======== STORED DATA ========

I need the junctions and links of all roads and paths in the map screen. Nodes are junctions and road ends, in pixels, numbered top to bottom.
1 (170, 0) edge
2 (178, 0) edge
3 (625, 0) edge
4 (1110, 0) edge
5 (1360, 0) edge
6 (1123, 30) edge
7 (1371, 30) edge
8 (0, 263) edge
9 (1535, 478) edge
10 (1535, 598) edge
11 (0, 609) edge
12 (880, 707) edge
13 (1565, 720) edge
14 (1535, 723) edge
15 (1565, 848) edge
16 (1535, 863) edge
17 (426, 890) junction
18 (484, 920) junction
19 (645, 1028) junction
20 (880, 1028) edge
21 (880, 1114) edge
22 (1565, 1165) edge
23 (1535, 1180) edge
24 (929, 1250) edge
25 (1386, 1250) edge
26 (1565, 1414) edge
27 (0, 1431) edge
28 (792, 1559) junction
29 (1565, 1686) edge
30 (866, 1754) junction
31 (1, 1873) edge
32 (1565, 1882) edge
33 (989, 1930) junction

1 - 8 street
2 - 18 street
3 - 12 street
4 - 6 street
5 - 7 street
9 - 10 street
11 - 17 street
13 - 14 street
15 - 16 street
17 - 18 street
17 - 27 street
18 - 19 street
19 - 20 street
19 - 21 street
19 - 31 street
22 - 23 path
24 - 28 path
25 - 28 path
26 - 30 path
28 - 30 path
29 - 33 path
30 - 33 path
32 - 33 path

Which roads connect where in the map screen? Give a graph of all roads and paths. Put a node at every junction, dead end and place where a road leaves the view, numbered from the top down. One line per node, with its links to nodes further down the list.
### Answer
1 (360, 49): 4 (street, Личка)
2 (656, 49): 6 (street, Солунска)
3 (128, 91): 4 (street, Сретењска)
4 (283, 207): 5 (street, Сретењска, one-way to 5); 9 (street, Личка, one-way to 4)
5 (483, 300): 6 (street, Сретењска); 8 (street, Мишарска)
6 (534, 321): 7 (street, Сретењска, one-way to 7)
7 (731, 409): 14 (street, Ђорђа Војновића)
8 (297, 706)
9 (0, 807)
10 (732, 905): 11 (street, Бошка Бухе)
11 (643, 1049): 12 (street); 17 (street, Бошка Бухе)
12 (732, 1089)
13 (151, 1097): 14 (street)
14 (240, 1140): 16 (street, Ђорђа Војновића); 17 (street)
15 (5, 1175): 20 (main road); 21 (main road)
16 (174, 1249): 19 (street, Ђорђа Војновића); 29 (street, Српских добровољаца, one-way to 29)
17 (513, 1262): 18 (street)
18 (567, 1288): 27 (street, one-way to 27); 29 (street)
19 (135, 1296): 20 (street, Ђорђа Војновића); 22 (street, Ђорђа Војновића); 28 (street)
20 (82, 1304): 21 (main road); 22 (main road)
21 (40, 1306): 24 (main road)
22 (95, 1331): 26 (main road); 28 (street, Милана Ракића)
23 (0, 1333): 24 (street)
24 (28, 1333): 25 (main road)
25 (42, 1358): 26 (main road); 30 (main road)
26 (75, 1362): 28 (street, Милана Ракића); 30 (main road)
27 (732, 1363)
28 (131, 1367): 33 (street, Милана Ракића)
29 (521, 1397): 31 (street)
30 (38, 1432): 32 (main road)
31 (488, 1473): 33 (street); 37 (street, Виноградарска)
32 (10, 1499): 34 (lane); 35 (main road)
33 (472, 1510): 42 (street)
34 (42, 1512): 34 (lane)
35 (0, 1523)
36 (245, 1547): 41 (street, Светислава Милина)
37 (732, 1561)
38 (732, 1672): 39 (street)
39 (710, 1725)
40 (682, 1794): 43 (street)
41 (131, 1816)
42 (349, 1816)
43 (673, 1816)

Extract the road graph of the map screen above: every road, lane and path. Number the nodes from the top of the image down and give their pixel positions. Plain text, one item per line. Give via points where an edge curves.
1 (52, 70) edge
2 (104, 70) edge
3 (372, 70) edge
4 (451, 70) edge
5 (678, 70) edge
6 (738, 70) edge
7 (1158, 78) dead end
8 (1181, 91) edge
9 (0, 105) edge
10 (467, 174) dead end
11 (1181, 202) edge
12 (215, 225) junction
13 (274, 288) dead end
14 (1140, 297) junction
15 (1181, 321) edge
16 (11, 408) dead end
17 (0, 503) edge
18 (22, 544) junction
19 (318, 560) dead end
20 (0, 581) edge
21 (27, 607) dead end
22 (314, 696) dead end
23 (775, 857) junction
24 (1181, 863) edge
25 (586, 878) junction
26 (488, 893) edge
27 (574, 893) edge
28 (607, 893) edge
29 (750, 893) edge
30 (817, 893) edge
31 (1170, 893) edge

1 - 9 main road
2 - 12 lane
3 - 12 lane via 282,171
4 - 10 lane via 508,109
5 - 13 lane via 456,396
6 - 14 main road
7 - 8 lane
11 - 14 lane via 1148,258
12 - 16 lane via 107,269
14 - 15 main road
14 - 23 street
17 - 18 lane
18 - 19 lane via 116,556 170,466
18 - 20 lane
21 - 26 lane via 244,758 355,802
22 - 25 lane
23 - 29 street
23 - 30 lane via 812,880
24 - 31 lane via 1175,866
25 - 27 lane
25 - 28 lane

========

List each line of the entries that holds the string "from".

OUTPUT OF THE EXERCISE:
Which roads connect where in the map screen? Give a graph of all roads and paths. Put a node at every junction, dead end and place where a road leaves the view, numbered from the top down. One line per node, with its links to nodes further down the list.
Extract the road graph of the map screen above: every road, lane and path. Number the nodes from the top of the image down and give their pixel positions. Plain text, one item per line. Give via points where an edge curves.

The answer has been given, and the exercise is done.